*Assignment*. Each line of the data is to be output verbatim, with the images removed.

Content starts

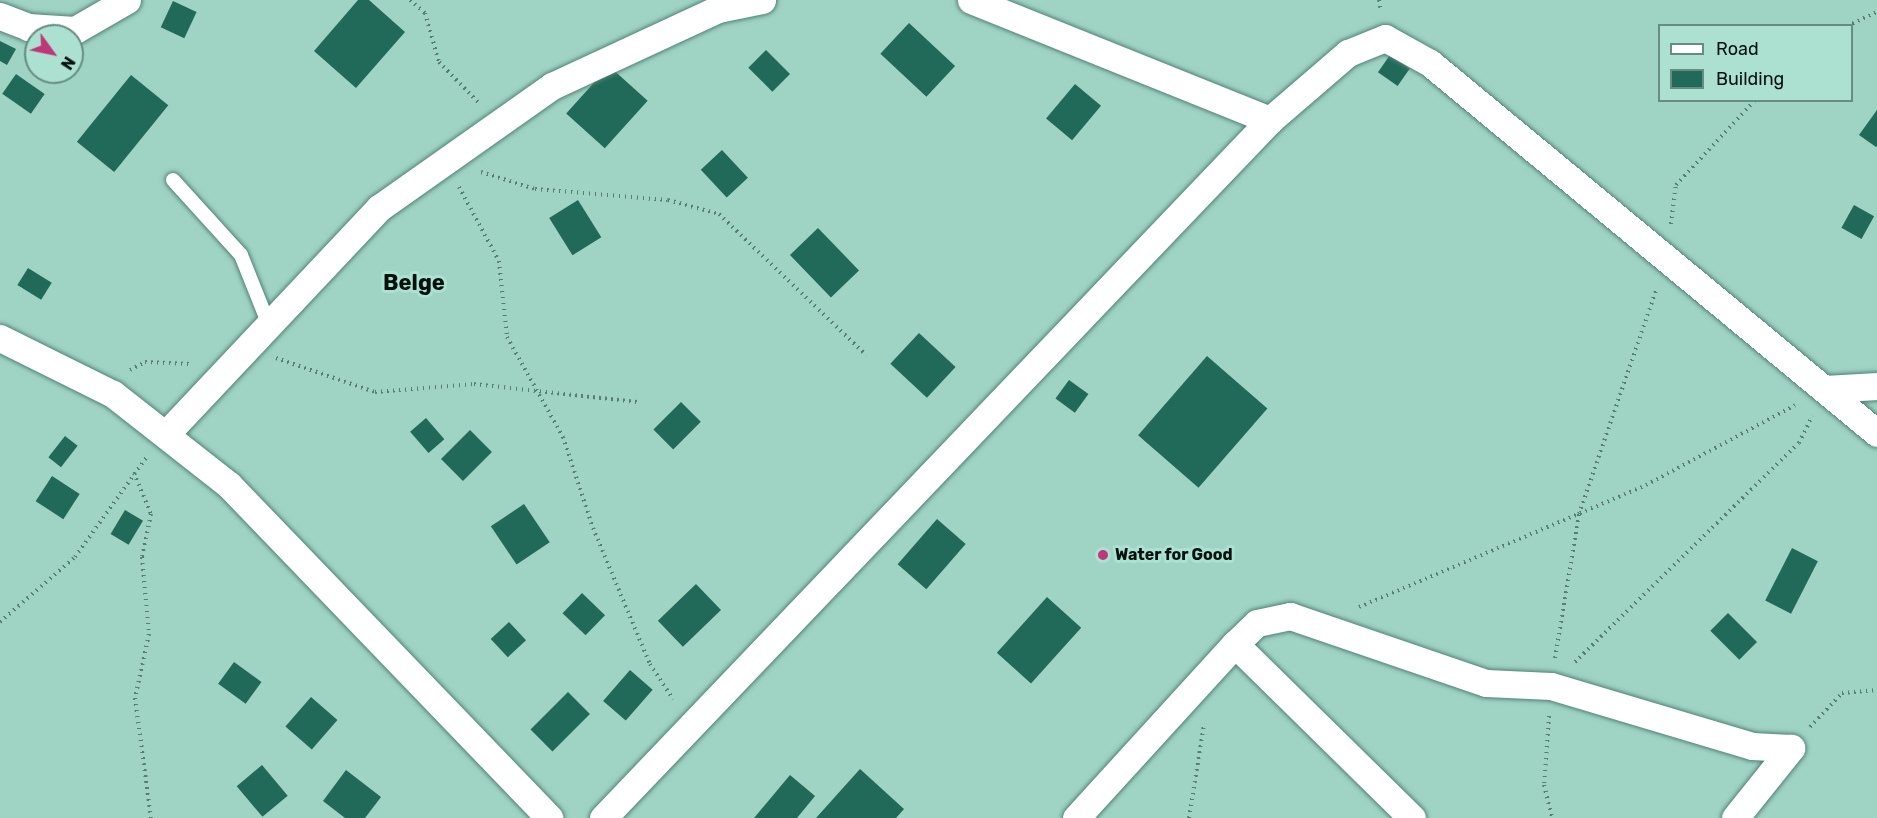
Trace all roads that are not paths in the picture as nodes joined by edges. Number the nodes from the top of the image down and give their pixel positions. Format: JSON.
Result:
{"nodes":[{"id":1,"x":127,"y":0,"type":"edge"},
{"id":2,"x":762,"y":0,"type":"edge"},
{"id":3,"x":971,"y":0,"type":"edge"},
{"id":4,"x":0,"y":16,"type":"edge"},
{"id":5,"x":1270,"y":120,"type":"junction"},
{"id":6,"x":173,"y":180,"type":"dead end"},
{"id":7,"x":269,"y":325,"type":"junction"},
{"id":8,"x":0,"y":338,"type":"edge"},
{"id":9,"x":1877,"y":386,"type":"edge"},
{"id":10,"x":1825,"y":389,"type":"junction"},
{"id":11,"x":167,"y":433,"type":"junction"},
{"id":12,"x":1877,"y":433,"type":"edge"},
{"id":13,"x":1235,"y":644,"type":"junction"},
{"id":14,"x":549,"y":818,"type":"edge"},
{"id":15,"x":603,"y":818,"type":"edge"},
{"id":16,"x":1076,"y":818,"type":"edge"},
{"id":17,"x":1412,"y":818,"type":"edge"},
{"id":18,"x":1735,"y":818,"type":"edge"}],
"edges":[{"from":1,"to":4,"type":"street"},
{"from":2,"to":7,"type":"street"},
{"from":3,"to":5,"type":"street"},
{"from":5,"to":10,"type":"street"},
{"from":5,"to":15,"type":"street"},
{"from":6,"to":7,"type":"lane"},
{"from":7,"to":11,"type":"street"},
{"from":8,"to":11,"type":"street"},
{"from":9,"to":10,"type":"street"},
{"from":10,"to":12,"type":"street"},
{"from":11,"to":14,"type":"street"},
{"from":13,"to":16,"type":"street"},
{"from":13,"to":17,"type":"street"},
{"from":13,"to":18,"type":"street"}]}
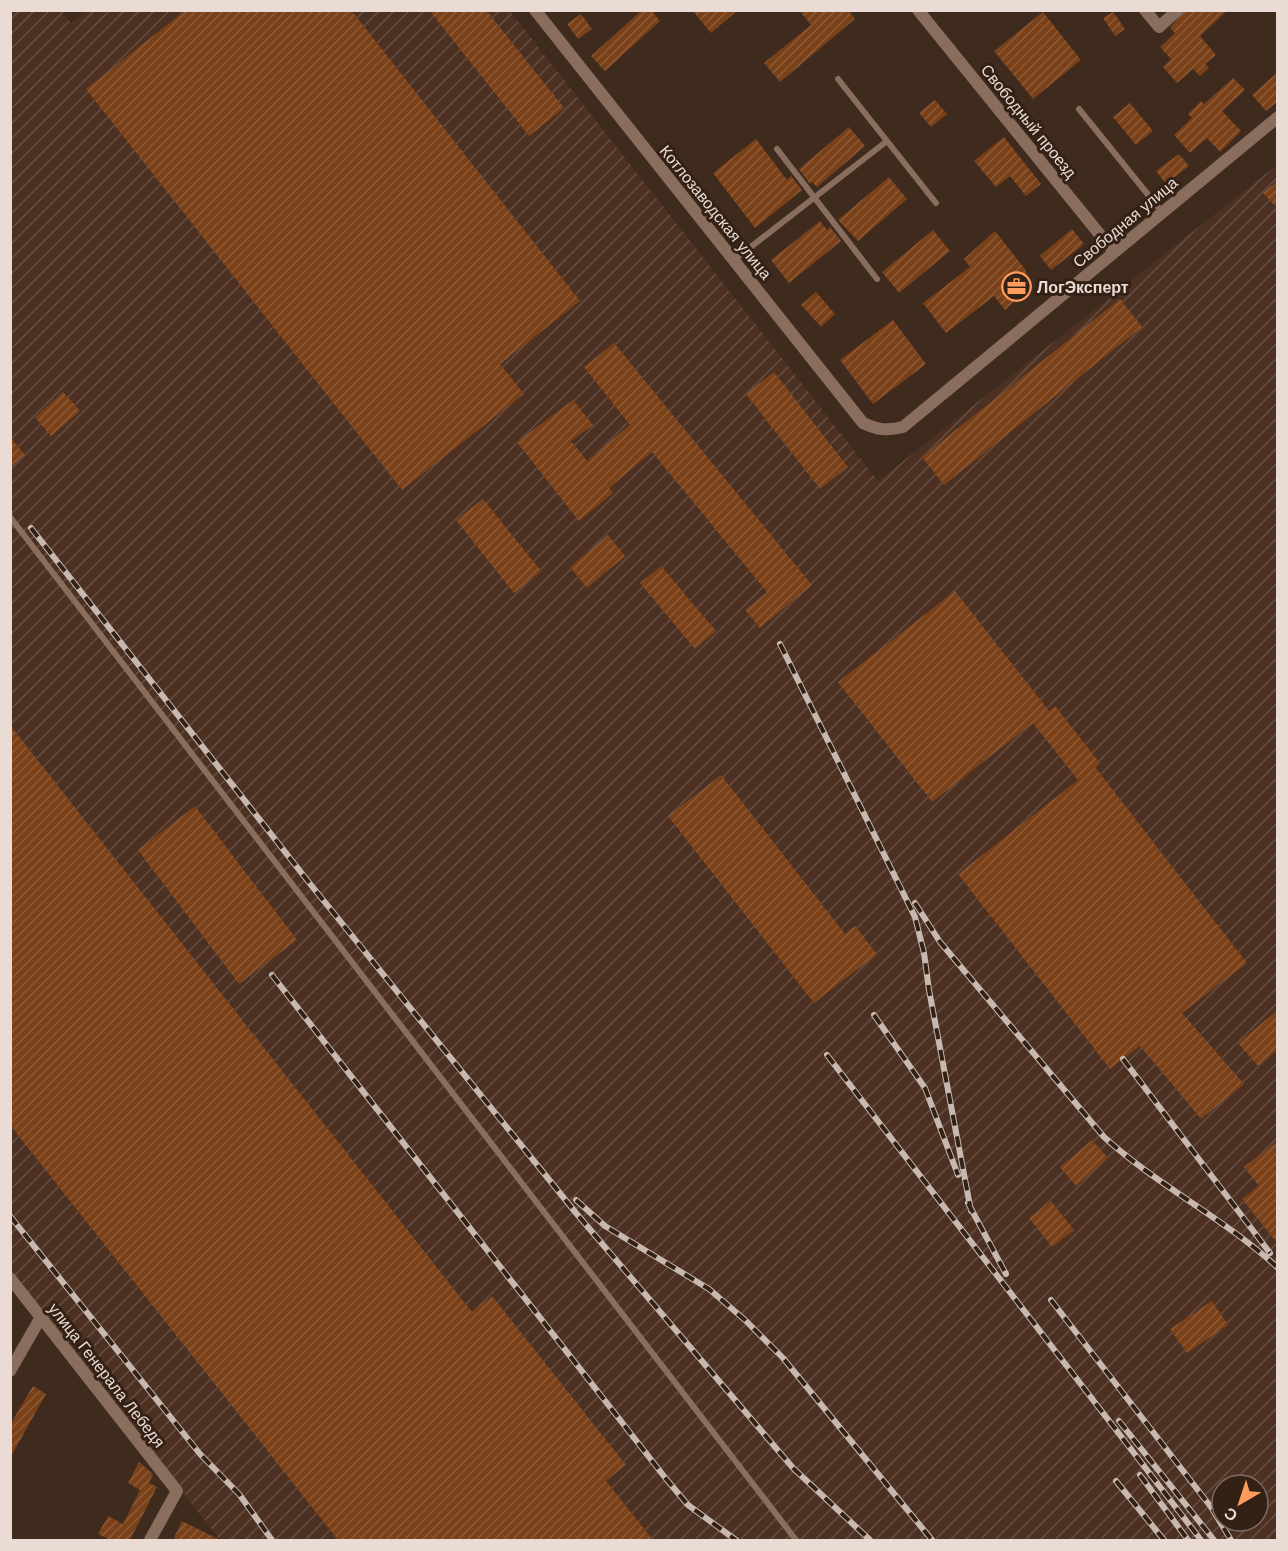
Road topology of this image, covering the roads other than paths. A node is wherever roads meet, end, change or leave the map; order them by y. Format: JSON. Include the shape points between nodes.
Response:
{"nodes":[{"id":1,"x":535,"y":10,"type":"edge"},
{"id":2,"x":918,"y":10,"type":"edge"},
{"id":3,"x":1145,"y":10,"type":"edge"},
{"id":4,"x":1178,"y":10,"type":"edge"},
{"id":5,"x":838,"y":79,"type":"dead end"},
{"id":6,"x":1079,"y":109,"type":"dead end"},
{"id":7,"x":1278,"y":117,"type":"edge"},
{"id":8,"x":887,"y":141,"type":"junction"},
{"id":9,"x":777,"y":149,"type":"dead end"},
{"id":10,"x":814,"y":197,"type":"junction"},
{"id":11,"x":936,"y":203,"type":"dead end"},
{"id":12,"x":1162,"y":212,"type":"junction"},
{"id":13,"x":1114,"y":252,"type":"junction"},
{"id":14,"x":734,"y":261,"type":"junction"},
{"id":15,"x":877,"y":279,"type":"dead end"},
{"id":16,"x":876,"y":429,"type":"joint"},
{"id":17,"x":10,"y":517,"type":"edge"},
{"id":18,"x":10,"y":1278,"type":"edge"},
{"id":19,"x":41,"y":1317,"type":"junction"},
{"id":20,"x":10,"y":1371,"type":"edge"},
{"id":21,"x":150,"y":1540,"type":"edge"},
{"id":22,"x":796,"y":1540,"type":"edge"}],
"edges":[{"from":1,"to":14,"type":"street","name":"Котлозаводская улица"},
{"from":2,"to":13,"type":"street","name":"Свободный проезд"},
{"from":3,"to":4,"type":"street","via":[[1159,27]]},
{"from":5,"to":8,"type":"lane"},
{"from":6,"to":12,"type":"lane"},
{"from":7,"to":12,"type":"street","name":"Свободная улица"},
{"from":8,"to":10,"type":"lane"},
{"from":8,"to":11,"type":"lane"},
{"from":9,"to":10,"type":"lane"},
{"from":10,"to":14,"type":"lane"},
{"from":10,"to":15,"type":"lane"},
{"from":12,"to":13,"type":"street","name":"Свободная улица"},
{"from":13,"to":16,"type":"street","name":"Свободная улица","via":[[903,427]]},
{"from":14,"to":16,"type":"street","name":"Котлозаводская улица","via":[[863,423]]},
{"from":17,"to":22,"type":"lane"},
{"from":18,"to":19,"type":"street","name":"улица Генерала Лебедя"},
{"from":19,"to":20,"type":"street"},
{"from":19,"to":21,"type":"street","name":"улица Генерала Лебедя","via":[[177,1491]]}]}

Content ends

*Response to the task*.
Trace all roads that are not paths in the picture as nodes joined by edges. Number the nodes from the top of the image down and give their pixel positions. Format: JSON.
Result:
{"nodes":[{"id":1,"x":127,"y":0,"type":"edge"},
{"id":2,"x":762,"y":0,"type":"edge"},
{"id":3,"x":971,"y":0,"type":"edge"},
{"id":4,"x":0,"y":16,"type":"edge"},
{"id":5,"x":1270,"y":120,"type":"junction"},
{"id":6,"x":173,"y":180,"type":"dead end"},
{"id":7,"x":269,"y":325,"type":"junction"},
{"id":8,"x":0,"y":338,"type":"edge"},
{"id":9,"x":1877,"y":386,"type":"edge"},
{"id":10,"x":1825,"y":389,"type":"junction"},
{"id":11,"x":167,"y":433,"type":"junction"},
{"id":12,"x":1877,"y":433,"type":"edge"},
{"id":13,"x":1235,"y":644,"type":"junction"},
{"id":14,"x":549,"y":818,"type":"edge"},
{"id":15,"x":603,"y":818,"type":"edge"},
{"id":16,"x":1076,"y":818,"type":"edge"},
{"id":17,"x":1412,"y":818,"type":"edge"},
{"id":18,"x":1735,"y":818,"type":"edge"}],
"edges":[{"from":1,"to":4,"type":"street"},
{"from":2,"to":7,"type":"street"},
{"from":3,"to":5,"type":"street"},
{"from":5,"to":10,"type":"street"},
{"from":5,"to":15,"type":"street"},
{"from":6,"to":7,"type":"lane"},
{"from":7,"to":11,"type":"street"},
{"from":8,"to":11,"type":"street"},
{"from":9,"to":10,"type":"street"},
{"from":10,"to":12,"type":"street"},
{"from":11,"to":14,"type":"street"},
{"from":13,"to":16,"type":"street"},
{"from":13,"to":17,"type":"street"},
{"from":13,"to":18,"type":"street"}]}
Road topology of this image, covering the roads other than paths. A node is wherever roads meet, end, change or leave the map; order them by y. Format: JSON. Include the shape points between nodes.
Response:
{"nodes":[{"id":1,"x":535,"y":10,"type":"edge"},
{"id":2,"x":918,"y":10,"type":"edge"},
{"id":3,"x":1145,"y":10,"type":"edge"},
{"id":4,"x":1178,"y":10,"type":"edge"},
{"id":5,"x":838,"y":79,"type":"dead end"},
{"id":6,"x":1079,"y":109,"type":"dead end"},
{"id":7,"x":1278,"y":117,"type":"edge"},
{"id":8,"x":887,"y":141,"type":"junction"},
{"id":9,"x":777,"y":149,"type":"dead end"},
{"id":10,"x":814,"y":197,"type":"junction"},
{"id":11,"x":936,"y":203,"type":"dead end"},
{"id":12,"x":1162,"y":212,"type":"junction"},
{"id":13,"x":1114,"y":252,"type":"junction"},
{"id":14,"x":734,"y":261,"type":"junction"},
{"id":15,"x":877,"y":279,"type":"dead end"},
{"id":16,"x":876,"y":429,"type":"joint"},
{"id":17,"x":10,"y":517,"type":"edge"},
{"id":18,"x":10,"y":1278,"type":"edge"},
{"id":19,"x":41,"y":1317,"type":"junction"},
{"id":20,"x":10,"y":1371,"type":"edge"},
{"id":21,"x":150,"y":1540,"type":"edge"},
{"id":22,"x":796,"y":1540,"type":"edge"}],
"edges":[{"from":1,"to":14,"type":"street","name":"Котлозаводская улица"},
{"from":2,"to":13,"type":"street","name":"Свободный проезд"},
{"from":3,"to":4,"type":"street","via":[[1159,27]]},
{"from":5,"to":8,"type":"lane"},
{"from":6,"to":12,"type":"lane"},
{"from":7,"to":12,"type":"street","name":"Свободная улица"},
{"from":8,"to":10,"type":"lane"},
{"from":8,"to":11,"type":"lane"},
{"from":9,"to":10,"type":"lane"},
{"from":10,"to":14,"type":"lane"},
{"from":10,"to":15,"type":"lane"},
{"from":12,"to":13,"type":"street","name":"Свободная улица"},
{"from":13,"to":16,"type":"street","name":"Свободная улица","via":[[903,427]]},
{"from":14,"to":16,"type":"street","name":"Котлозаводская улица","via":[[863,423]]},
{"from":17,"to":22,"type":"lane"},
{"from":18,"to":19,"type":"street","name":"улица Генерала Лебедя"},
{"from":19,"to":20,"type":"street"},
{"from":19,"to":21,"type":"street","name":"улица Генерала Лебедя","via":[[177,1491]]}]}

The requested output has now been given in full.